Jésus transfiguré ! – 2° dimanche de carême – 8 mars 2020

Fra Angelico

Jésus est-il le Messie, l’envoyé de Dieu, le Fils de Dieu ? Telle est la question cruciale des disciples et aujourd’hui de tous ceux qui s’intéressent à lui. Avec le récit de la Transfiguration, c’est Dieu lui-même qui répond à la question : « Oui, il est mon Fils bien aimé, écoutez-le ». La révélation n’a duré qu’un instant. Sidérés les trois apôtres vont revenir à la réalité, mais être marqués à vie, car c’est l’intime même de Jésus qui leur est apparu, son lien vital avec le Dieu de Moïse, d’Elie, de la promesse messianique. Sans trop comprendre, ils vont reprendre la route du quotidien, mais leur lien avec Jésus est désormais renforcé, définitif. Oui, il est le Fils de Dieu et ils vont l’accompagner sur son chemin de vie.

Faire l’expérience de la Transfiguration est possible mais à certaines conditions. D’abord, il faut quitter, partir et monter avec lui sur une haute montagne. Sortir du quotidien, de nos préoccupations, de nos questions pour être disponible, prêt à voir Jésus autrement. Plusieurs mystiques nous racontent leurs révélations, leurs moments d’éblouissement, où en un flash, Jésus leur est apparu le Christ, celui que Dieu envoyait pour exprimer son amour au monde. Le temps du carême est un moment propice pour ce décentrement  ou plutôt pour ce recentrement sur la figure de Jésus, pour l’apercevoir autrement, dans ce qu’il est vraiment. Faire retraite  en quelque sorte.

La seconde condition est de l’accompagner, de le suivre, de marcher avec lui vers son destin. Nous connaissons son chemin et nous savons qu’il passera par le rejet, la souffrance de la passion et la mort avant de vivre la résurrection.
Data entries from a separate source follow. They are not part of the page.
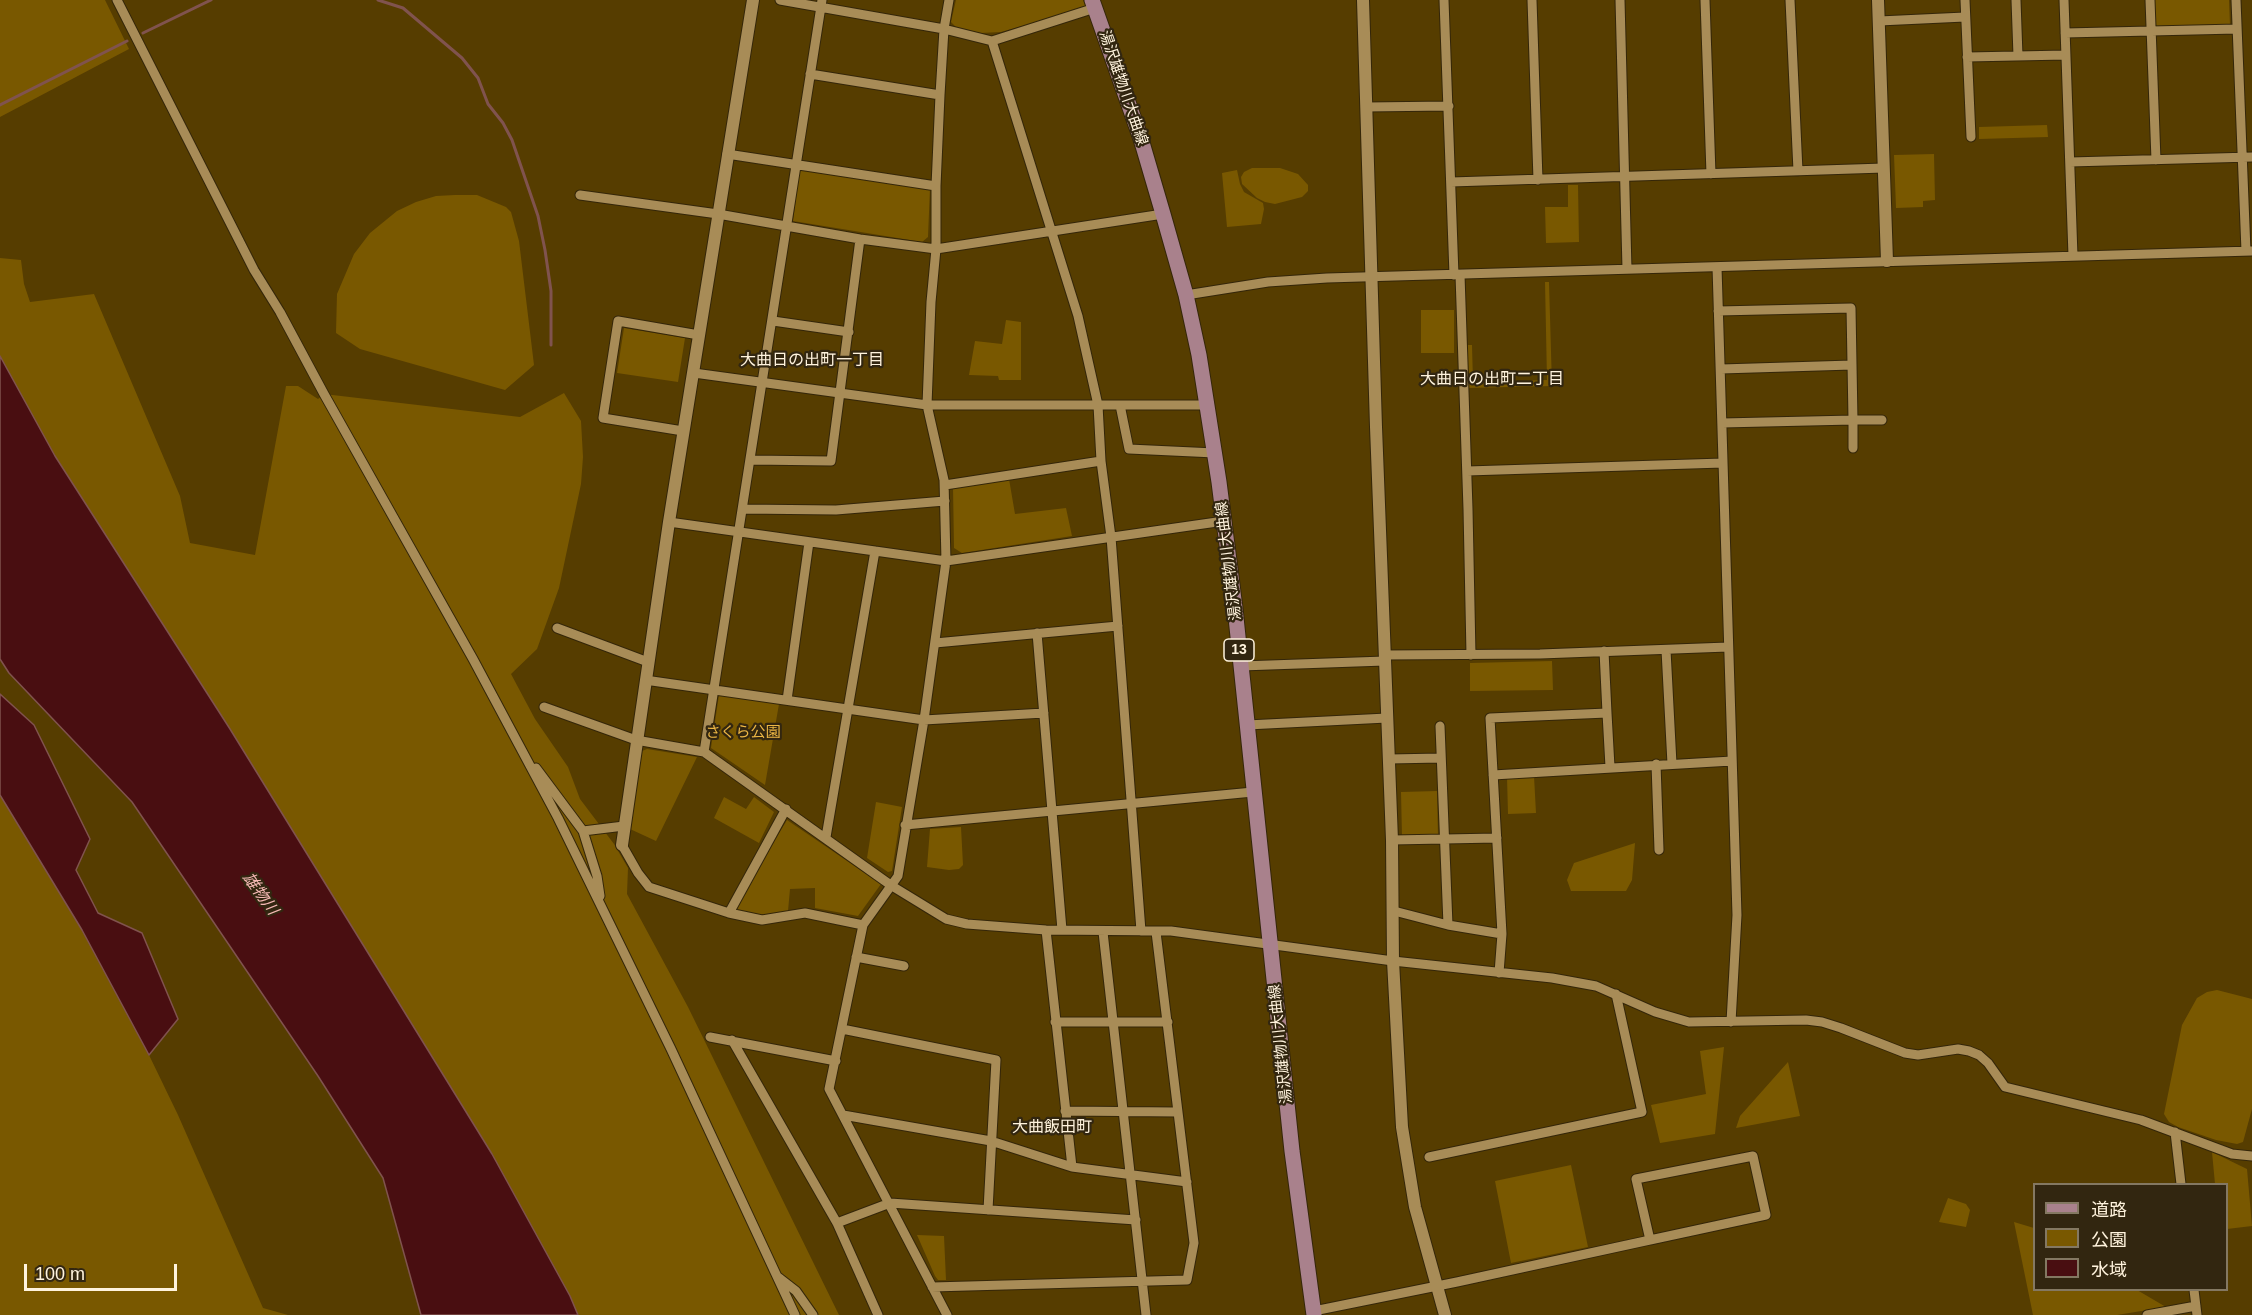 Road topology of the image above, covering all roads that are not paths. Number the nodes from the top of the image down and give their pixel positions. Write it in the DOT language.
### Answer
graph roads {
  1 [pos="117,0"];
  2 [pos="753,0"];
  3 [pos="780,0"];
  4 [pos="949,0"];
  5 [pos="1363,0"];
  6 [pos="1444,0"];
  7 [pos="1532,0"];
  8 [pos="1620,0"];
  9 [pos="1705,0"];
  10 [pos="1790,0"];
  11 [pos="1878,0"];
  12 [pos="1965,0"];
  13 [pos="2016,0"];
  14 [pos="2064,0"];
  15 [pos="2150,0"];
  16 [pos="2236,0"];
  17 [pos="822,4"];
  18 [pos="1094,4"];
  19 [pos="1965,17"];
  20 [pos="1879,21"];
  21 [pos="944,29"];
  22 [pos="2237,29"];
  23 [pos="2152,30"];
  24 [pos="2065,33"];
  25 [pos="992,41"];
  26 [pos="2066,55"];
  27 [pos="2018,56"];
  28 [pos="1967,57"];
  29 [pos="810,74"];
  30 [pos="940,95"];
  31 [pos="1449,106"];
  32 [pos="1366,107"];
  33 [pos="2241,116"];
  34 [pos="2252,116"];
  35 [pos="1971,137"];
  36 [pos="727,154"];
  37 [pos="2252,157"];
  38 [pos="2242,158"];
  39 [pos="2156,160"];
  40 [pos="2070,162"];
  41 [pos="797,164"];
  42 [pos="1884,168"];
  43 [pos="1798,171"];
  44 [pos="1711,174"];
  45 [pos="1625,176"];
  46 [pos="1538,180"];
  47 [pos="1451,182"];
  48 [pos="936,186"];
  49 [pos="580,195"];
  50 [pos="718,214"];
  51 [pos="1163,214"];
  52 [pos="788,226"];
  53 [pos="1053,230"];
  54 [pos="860,239"];
  55 [pos="936,249"];
  56 [pos="2249,251"];
  57 [pos="2073,256"];
  58 [pos="1887,261"];
  59 [pos="1717,267"];
  60 [pos="1627,269"];
  61 [pos="1457,275"];
  62 [pos="1371,277"];
  63 [pos="1186,295"];
  64 [pos="1718,311"];
  65 [pos="773,321"];
  66 [pos="849,332"];
  67 [pos="699,335"];
  68 [pos="1852,365"];
  69 [pos="1721,369"];
  70 [pos="694,373"];
  71 [pos="764,382"];
  72 [pos="841,392"];
  73 [pos="927,405"];
  74 [pos="1098,405"];
  75 [pos="1120,405"];
  76 [pos="1207,405"];
  77 [pos="1853,420"];
  78 [pos="1882,420"];
  79 [pos="1722,423"];
  80 [pos="683,431"];
  81 [pos="1853,448"];
  82 [pos="1215,453"];
  83 [pos="751,460"];
  84 [pos="1101,460"];
  85 [pos="1723,463"];
  86 [pos="1467,471"];
  87 [pos="945,485"];
  88 [pos="945,501"];
  89 [pos="743,509"];
  90 [pos="1224,521"];
  91 [pos="669,522"];
  92 [pos="739,533"];
  93 [pos="1111,537"];
  94 [pos="809,542"];
  95 [pos="875,551"];
  96 [pos="946,561"];
  97 [pos="1118,626"];
  98 [pos="557,628"];
  99 [pos="1037,633"];
  100 [pos="935,643"];
  101 [pos="1728,647"];
  102 [pos="1666,650"];
  103 [pos="1604,651"];
  104 [pos="1471,655"];
  105 [pos="1384,658"];
  106 [pos="648,662"];
  107 [pos="1241,666"];
  108 [pos="645,680"];
  109 [pos="715,689"];
  110 [pos="787,700"];
  111 [pos="544,707"];
  112 [pos="849,710"];
  113 [pos="1044,713"];
  114 [pos="1607,713"];
  115 [pos="1387,718"];
  116 [pos="924,720"];
  117 [pos="1247,725"];
  118 [pos="1440,726"];
  119 [pos="636,740"];
  120 [pos="704,752"];
  121 [pos="525,756"];
  122 [pos="1441,758"];
  123 [pos="1389,759"];
  124 [pos="1732,761"];
  125 [pos="1656,764"];
  126 [pos="1672,764"];
  127 [pos="1610,767"];
  128 [pos="1494,775"];
  129 [pos="1253,792"];
  130 [pos="1132,804"];
  131 [pos="786,809"];
  132 [pos="1052,811"];
  133 [pos="905,825"];
  134 [pos="624,826"];
  135 [pos="583,831"];
  136 [pos="826,837"];
  137 [pos="1497,838"];
  138 [pos="1392,840"];
  139 [pos="1445,841"];
  140 [pos="622,845"];
  141 [pos="1659,850"];
  142 [pos="892,886"];
  143 [pos="600,901"];
  144 [pos="1394,911"];
  145 [pos="729,913"];
  146 [pos="863,925"];
  147 [pos="1448,925"];
  148 [pos="1046,930"];
  149 [pos="1062,930"];
  150 [pos="1103,932"];
  151 [pos="1141,932"];
  152 [pos="1156,932"];
  153 [pos="1502,934"];
  154 [pos="1270,943"];
  155 [pos="856,957"];
  156 [pos="1393,961"];
  157 [pos="904,966"];
  158 [pos="1498,974"];
  159 [pos="1616,994"];
  160 [pos="1055,1022"];
  161 [pos="1113,1022"];
  162 [pos="1168,1022"];
  163 [pos="1731,1022"];
  164 [pos="842,1029"];
  165 [pos="710,1037"];
  166 [pos="732,1040"];
  167 [pos="836,1061"];
  168 [pos="1065,1111"];
  169 [pos="1122,1112"];
  170 [pos="1177,1112"];
  171 [pos="843,1115"];
  172 [pos="2175,1132"];
  173 [pos="991,1141"];
  174 [pos="2252,1156"];
  175 [pos="1429,1157"];
  176 [pos="1072,1167"];
  177 [pos="1130,1174"];
  178 [pos="1186,1182"];
  179 [pos="2181,1183"];
  180 [pos="890,1203"];
  181 [pos="988,1210"];
  182 [pos="1136,1220"];
  183 [pos="837,1223"];
  184 [pos="1650,1240"];
  185 [pos="777,1276"];
  186 [pos="1143,1281"];
  187 [pos="932,1287"];
  188 [pos="1436,1287"];
  189 [pos="2194,1291"];
  190 [pos="2197,1310"];
  191 [pos="1314,1313"];
  192 [pos="795,1315"];
  193 [pos="813,1315"];
  194 [pos="878,1315"];
  195 [pos="947,1315"];
  196 [pos="1146,1315"];
  197 [pos="1444,1315"];
  198 [pos="2146,1315"];
  1 -- 121 [label="street"];
  2 -- 36 [label="street"];
  3 -- 17 [label="street"];
  4 -- 21 [label="street"];
  5 -- 32 [label="street"];
  6 -- 31 [label="street"];
  7 -- 46 [label="street"];
  8 -- 45 [label="street"];
  9 -- 44 [label="street"];
  10 -- 43 [label="street"];
  11 -- 20 [label="street"];
  12 -- 19 [label="street"];
  13 -- 27 [label="street"];
  14 -- 24 [label="street"];
  15 -- 23 [label="street"];
  16 -- 22 [label="street"];
  17 -- 21 [label="street"];
  17 -- 29 [label="street"];
  18 -- 25 [label="street"];
  18 -- 51 [label="main road, 湯沢雄物川大曲線 / 13"];
  19 -- 20 [label="street"];
  19 -- 28 [label="street"];
  20 -- 42 [label="street"];
  21 -- 25 [label="street"];
  21 -- 30 [label="street"];
  22 -- 23 [label="street"];
  22 -- 33 [label="street"];
  23 -- 24 [label="street"];
  23 -- 39 [label="street"];
  24 -- 26 [label="street"];
  25 -- 53 [label="street"];
  26 -- 27 [label="street"];
  26 -- 40 [label="street"];
  27 -- 28 [label="street"];
  28 -- 35 [label="street"];
  29 -- 30 [label="street"];
  29 -- 41 [label="street"];
  30 -- 48 [label="street"];
  31 -- 32 [label="street"];
  31 -- 47 [label="street"];
  32 -- 62 [label="street"];
  33 -- 34 [label="street"];
  33 -- 38 [label="street"];
  36 -- 41 [label="street"];
  36 -- 50 [label="street"];
  37 -- 38 [label="street"];
  38 -- 39 [label="street"];
  38 -- 56 [label="street"];
  39 -- 40 [label="street"];
  40 -- 57 [label="street"];
  41 -- 48 [label="street"];
  41 -- 52 [label="street"];
  42 -- 43 [label="street"];
  42 -- 58 [label="street"];
  43 -- 44 [label="street"];
  44 -- 45 [label="street"];
  45 -- 46 [label="street"];
  45 -- 60 [label="street"];
  46 -- 47 [label="street"];
  47 -- 61 [label="street"];
  48 -- 55 [label="street"];
  49 -- 50 [label="street"];
  50 -- 52 [label="street"];
  50 -- 67 [label="street"];
  51 -- 53 [label="street"];
  51 -- 63 [label="main road, 湯沢雄物川大曲線 / 13"];
  52 -- 54 [label="street"];
  52 -- 65 [label="street"];
  53 -- 55 [label="street"];
  53 -- 74 [label="street"];
  54 -- 55 [label="street"];
  54 -- 66 [label="street"];
  55 -- 73 [label="street"];
  56 -- 57 [label="street"];
  57 -- 58 [label="street"];
  58 -- 59 [label="street"];
  59 -- 60 [label="street"];
  59 -- 64 [label="street"];
  60 -- 61 [label="street"];
  61 -- 62 [label="street"];
  61 -- 86 [label="street"];
  62 -- 63 [label="street"];
  62 -- 105 [label="street"];
  63 -- 76 [label="main road, 湯沢雄物川大曲線 / 13"];
  64 -- 68 [label="street"];
  64 -- 69 [label="street"];
  65 -- 66 [label="street"];
  65 -- 71 [label="street"];
  66 -- 72 [label="street"];
  67 -- 70 [label="street"];
  67 -- 80 [label="street"];
  68 -- 69 [label="street"];
  68 -- 77 [label="street"];
  69 -- 79 [label="street"];
  70 -- 71 [label="street"];
  70 -- 80 [label="street"];
  71 -- 72 [label="street"];
  71 -- 83 [label="street"];
  72 -- 73 [label="street"];
  72 -- 83 [label="street"];
  73 -- 74 [label="street"];
  73 -- 87 [label="street"];
  74 -- 75 [label="street"];
  74 -- 84 [label="street"];
  75 -- 76 [label="street"];
  75 -- 82 [label="street"];
  76 -- 82 [label="main road, 湯沢雄物川大曲線 / 13"];
  77 -- 78 [label="street"];
  77 -- 79 [label="street"];
  77 -- 81 [label="street"];
  79 -- 85 [label="street"];
  80 -- 91 [label="street"];
  82 -- 90 [label="main road, 湯沢雄物川大曲線 / 13"];
  83 -- 89 [label="street"];
  84 -- 87 [label="street"];
  84 -- 93 [label="street"];
  85 -- 86 [label="street"];
  85 -- 101 [label="street"];
  86 -- 104 [label="street"];
  87 -- 88 [label="street"];
  88 -- 89 [label="street"];
  88 -- 96 [label="street"];
  89 -- 92 [label="street"];
  90 -- 93 [label="street"];
  90 -- 107 [label="main road, 湯沢雄物川大曲線 / 13"];
  91 -- 92 [label="street"];
  91 -- 106 [label="street"];
  92 -- 94 [label="street"];
  92 -- 109 [label="street"];
  93 -- 96 [label="street"];
  93 -- 97 [label="street"];
  94 -- 95 [label="street"];
  94 -- 110 [label="street"];
  95 -- 96 [label="street"];
  95 -- 112 [label="street"];
  96 -- 100 [label="street"];
  97 -- 99 [label="street"];
  97 -- 130 [label="street"];
  98 -- 106 [label="street"];
  99 -- 100 [label="street"];
  99 -- 113 [label="street"];
  100 -- 116 [label="street"];
  101 -- 102 [label="street"];
  101 -- 124 [label="street"];
  102 -- 103 [label="street"];
  102 -- 126 [label="street"];
  103 -- 104 [label="street"];
  103 -- 114 [label="street"];
  104 -- 105 [label="street"];
  105 -- 107 [label="street"];
  105 -- 115 [label="street"];
  106 -- 108 [label="street"];
  107 -- 117 [label="main road, 湯沢雄物川大曲線 / 13"];
  108 -- 109 [label="street"];
  108 -- 119 [label="street"];
  109 -- 110 [label="street"];
  109 -- 120 [label="street"];
  110 -- 112 [label="street"];
  111 -- 119 [label="street"];
  112 -- 116 [label="street"];
  112 -- 136 [label="street"];
  113 -- 116 [label="street"];
  113 -- 132 [label="street"];
  114 -- 127 [label="street"];
  114 -- 128 [label="street"];
  115 -- 117 [label="street"];
  115 -- 123 [label="street"];
  116 -- 133 [label="street"];
  117 -- 129 [label="main road, 湯沢雄物川大曲線 / 13"];
  118 -- 122 [label="street"];
  119 -- 120 [label="street"];
  119 -- 134 [label="street"];
  120 -- 131 [label="street"];
  121 -- 135 [label="street"];
  121 -- 143 [label="street"];
  122 -- 123 [label="street"];
  122 -- 139 [label="street"];
  123 -- 138 [label="street"];
  124 -- 126 [label="street"];
  124 -- 163 [label="street"];
  125 -- 126 [label="street"];
  125 -- 127 [label="street"];
  125 -- 141 [label="street"];
  127 -- 128 [label="street"];
  128 -- 137 [label="street"];
  129 -- 130 [label="street"];
  129 -- 154 [label="main road, 湯沢雄物川大曲線 / 13"];
  130 -- 132 [label="street"];
  130 -- 151 [label="street"];
  131 -- 136 [label="street"];
  131 -- 145 [label="street"];
  132 -- 133 [label="street"];
  132 -- 149 [label="street"];
  133 -- 142 [label="street"];
  134 -- 135 [label="street"];
  134 -- 140 [label="street"];
  135 -- 143 [label="street"];
  136 -- 142 [label="street"];
  137 -- 139 [label="street"];
  137 -- 153 [label="street"];
  138 -- 139 [label="street"];
  138 -- 144 [label="street"];
  139 -- 147 [label="street"];
  140 -- 145 [label="street"];
  142 -- 146 [label="street"];
  142 -- 148 [label="street"];
  143 -- 185 [label="street"];
  144 -- 147 [label="street"];
  144 -- 156 [label="street"];
  145 -- 146 [label="street"];
  146 -- 155 [label="street"];
  147 -- 153 [label="street"];
  148 -- 149 [label="street"];
  148 -- 160 [label="street"];
  149 -- 150 [label="street"];
  150 -- 151 [label="street"];
  150 -- 161 [label="street"];
  151 -- 152 [label="street"];
  152 -- 154 [label="street"];
  152 -- 162 [label="street"];
  153 -- 158 [label="street"];
  154 -- 156 [label="street"];
  154 -- 191 [label="main road, 湯沢雄物川大曲線 / 13"];
  155 -- 157 [label="street"];
  155 -- 164 [label="street"];
  156 -- 158 [label="street"];
  156 -- 188 [label="street"];
  158 -- 159 [label="street"];
  159 -- 163 [label="street"];
  159 -- 175 [label="street"];
  160 -- 161 [label="street"];
  160 -- 168 [label="street"];
  161 -- 162 [label="street"];
  161 -- 169 [label="street"];
  162 -- 170 [label="street"];
  163 -- 172 [label="street"];
  164 -- 167 [label="street"];
  164 -- 173 [label="street"];
  165 -- 166 [label="street"];
  166 -- 167 [label="street"];
  166 -- 183 [label="street"];
  167 -- 171 [label="street"];
  168 -- 169 [label="street"];
  168 -- 176 [label="street"];
  169 -- 170 [label="street"];
  169 -- 177 [label="street"];
  170 -- 178 [label="street"];
  171 -- 173 [label="street"];
  171 -- 180 [label="street"];
  172 -- 174 [label="street"];
  172 -- 179 [label="street"];
  173 -- 176 [label="street"];
  173 -- 181 [label="street"];
  176 -- 177 [label="street"];
  177 -- 178 [label="street"];
  177 -- 182 [label="street"];
  178 -- 186 [label="street"];
  180 -- 181 [label="street"];
  180 -- 183 [label="street"];
  180 -- 187 [label="street"];
  181 -- 182 [label="street"];
  182 -- 186 [label="street"];
  183 -- 194 [label="street"];
  184 -- 184 [label="street"];
  184 -- 188 [label="street"];
  185 -- 192 [label="street"];
  185 -- 193 [label="street"];
  186 -- 187 [label="street"];
  186 -- 196 [label="street"];
  187 -- 195 [label="street"];
  188 -- 191 [label="street"];
  188 -- 197 [label="street"];
  189 -- 190 [label="street"];
  190 -- 198 [label="street"];
}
L’accompagner pour nous, c’est le retrouver dans l’évangile, l’écouter dans cette Parole de Dieu qui se donne et d’essayer de la mettre en pratique à notre niveau. Ecoutons la voix du Seigneur !

Enfin la troisième condition est la confiance : « N’ayez pas peur » dit Jésus à Pierre, Jacques et Jean. Vivons notre foi en lui non dans la crainte de mal faire ou du péché, mais dans la joie d’être avec lui, accompagné par lui, sûr que sa présence éclaire notre quotidien. Faisons l’expérience d’Emmaüs : il est là, même si nous ne le reconnaissons pas sur le coup.

Ces expériences de transfigurations sont peu communicables, car nous manquons de mots pour les dire et d’oreilles pour les entendre et les comprendre. L’essentiel est que Jésus nous apparaisse comme l’envoyé du Père, comme celui qui nous traduit l’amour de Dieu pour nous et qu’il est avec nous jusqu’à la fin du monde. Cela peut nous suffire pour vivre en enfants de lumière.